La posizione italiana sulla guerra
Il documento finale ribadisce una frase ormai nota: l'Italia non partecipa e non prenderà parte alla guerra, come ricordato dal Presidente del Consiglio in Parlamento. Il Consiglio richiamando l'Articolo 11 della Costituzione, esprime forte preoccupazione per la moltiplicazione dei conflitti, sottolineando che gli attacchi contro i civili, spesso con vittime tra i bambini, sono inaccettabili.
Inoltre si segnala che l'estensione del conflitto ad opera dell'Iran potrebbe favorire forme di guerra ibrida e dare spazio ad azioni di organizzazioni terroristiche.
Condanna e ringraziamenti
Il Consiglio esprime condanna per l'aggressione ai militari italiani a Erbil in Iraq e ha rivolto sentimenti di vicinanza e gratitudine a tutte le forze impegnate nelle operazioni in patria e all'estero. Particolare menzione per il contingente italiano di UNIFIL nel sud del Libano e per i militari operativi nei Paesi del Golfo, definiti esemplari nella professionalità.
Preoccupazione per l'ordine internazionale
Il Consiglio ha evidenziato la crisi del sistema multilaterale incentrato sull'ONU, messo in difficoltà dalla moltiplicazione di iniziative unilaterali. Tra i nodi di sicurezza richiamati figurano il rischio legato al possibile sviluppo di armi nucleari da parte dell'Iran, la sicurezza di Israele e la condanna delle repressioni interne del regime di Teheran.

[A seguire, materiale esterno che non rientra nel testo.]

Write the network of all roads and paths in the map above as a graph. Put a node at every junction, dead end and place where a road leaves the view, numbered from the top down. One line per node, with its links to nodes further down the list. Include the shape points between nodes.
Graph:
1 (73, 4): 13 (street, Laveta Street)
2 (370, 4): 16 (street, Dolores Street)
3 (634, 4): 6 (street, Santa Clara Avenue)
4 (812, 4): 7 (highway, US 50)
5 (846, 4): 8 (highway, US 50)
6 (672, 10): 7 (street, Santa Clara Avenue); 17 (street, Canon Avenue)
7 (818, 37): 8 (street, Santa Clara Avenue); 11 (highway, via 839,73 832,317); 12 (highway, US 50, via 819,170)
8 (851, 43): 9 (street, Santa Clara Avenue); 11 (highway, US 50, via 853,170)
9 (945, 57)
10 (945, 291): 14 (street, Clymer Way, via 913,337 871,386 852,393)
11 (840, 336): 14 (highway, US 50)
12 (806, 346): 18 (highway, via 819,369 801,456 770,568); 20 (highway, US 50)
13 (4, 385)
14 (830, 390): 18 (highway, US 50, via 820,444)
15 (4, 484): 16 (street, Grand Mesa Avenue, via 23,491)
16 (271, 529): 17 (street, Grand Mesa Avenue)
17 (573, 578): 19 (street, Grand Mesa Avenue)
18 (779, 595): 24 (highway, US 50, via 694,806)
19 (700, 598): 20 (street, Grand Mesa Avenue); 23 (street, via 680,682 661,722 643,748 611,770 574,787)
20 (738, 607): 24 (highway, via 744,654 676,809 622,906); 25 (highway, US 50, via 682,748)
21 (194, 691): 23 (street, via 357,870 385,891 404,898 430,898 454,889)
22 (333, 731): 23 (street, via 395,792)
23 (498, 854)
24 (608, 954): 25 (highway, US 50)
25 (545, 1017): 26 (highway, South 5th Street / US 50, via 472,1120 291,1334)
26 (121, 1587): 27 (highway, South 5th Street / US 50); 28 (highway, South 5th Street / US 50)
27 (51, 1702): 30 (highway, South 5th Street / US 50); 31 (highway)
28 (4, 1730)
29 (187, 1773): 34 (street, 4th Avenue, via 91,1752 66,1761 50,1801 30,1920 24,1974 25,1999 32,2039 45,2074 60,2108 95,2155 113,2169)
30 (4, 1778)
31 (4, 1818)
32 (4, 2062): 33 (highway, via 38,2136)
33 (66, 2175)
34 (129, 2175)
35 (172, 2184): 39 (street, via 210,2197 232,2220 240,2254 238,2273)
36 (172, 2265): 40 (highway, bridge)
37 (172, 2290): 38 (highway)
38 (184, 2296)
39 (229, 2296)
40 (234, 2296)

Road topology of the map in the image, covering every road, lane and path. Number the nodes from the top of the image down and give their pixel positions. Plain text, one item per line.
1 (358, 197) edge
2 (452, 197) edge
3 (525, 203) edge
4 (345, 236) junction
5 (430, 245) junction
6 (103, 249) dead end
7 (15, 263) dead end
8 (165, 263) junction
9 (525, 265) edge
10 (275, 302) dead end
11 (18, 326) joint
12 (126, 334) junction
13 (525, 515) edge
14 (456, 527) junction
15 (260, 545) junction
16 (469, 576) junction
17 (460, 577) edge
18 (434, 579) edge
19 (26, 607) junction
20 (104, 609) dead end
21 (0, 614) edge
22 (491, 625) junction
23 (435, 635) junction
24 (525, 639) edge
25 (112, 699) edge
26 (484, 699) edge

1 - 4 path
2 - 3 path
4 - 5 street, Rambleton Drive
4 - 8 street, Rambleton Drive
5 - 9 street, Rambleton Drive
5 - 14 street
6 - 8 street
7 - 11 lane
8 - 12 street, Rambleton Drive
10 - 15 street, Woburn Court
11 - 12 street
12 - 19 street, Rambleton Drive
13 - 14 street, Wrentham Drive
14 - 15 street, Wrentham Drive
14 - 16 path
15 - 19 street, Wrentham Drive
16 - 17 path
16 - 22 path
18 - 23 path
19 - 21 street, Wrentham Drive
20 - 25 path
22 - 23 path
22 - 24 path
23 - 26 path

La situazione in Libano e UNIFIL
Particolare attenzione è stata dedicata al Libano: il Consiglio chiede a Israele di astenersi da reazioni sproporzionate alle azioni di Hezbollah, che hanno trascinato il Paese in un nuovo grave conflitto. Il prezzo più alto lo pagano sempre i civili, con numerose vittime e centinaia di migliaia di persone evacuate dal Sud del Libano e dalle aree sciite di Beirut.
Il Consiglio considera allarmanti le continue violazioni della risoluzione 1701 del 2006 e i ripetuti attacchi al contingente UNIFIL, oggi a guida italiana. Anche nell'ipotesi che il Consiglio di Sicurezza ONU decida per la conclusione della missione, resta fondamentale garantire la sicurezza della Linea Blu e rafforzare le capacità delle Forze Armate Libanesi.
Chi ha partecipato
- Presidente della Repubblica: Sergio Mattarella
- Presidente del Consiglio: Giorgia Meloni
- Ministri presenti: Antonio Tajani (Esteri), Guido Crosetto (Difesa), Matteo Piantedosi (Interno), Giancarlo Giorgetti (Economia), Adolfo Urso (Imprese)
- Sottosegretario alla Presidenza: Alfredo Mantovano
- Capo di Stato Maggiore della Difesa: Luciano Portolano
- Segretario del Consiglio Supremo di Difesa: Francesco Garofani
- Segretario generale della Presidenza della Repubblica: Ugo Zampetti
Il Consiglio ha dunque tracciato una linea chiara: evitare il coinvolgimento diretto dell'Italia nel conflitto, tutelare cittadini e forze armate, e sollecitare comportamenti misurati da parte degli attori regionali, con un'attenzione particolare alla protezione dei civili e alla tenuta del sistema multilaterale.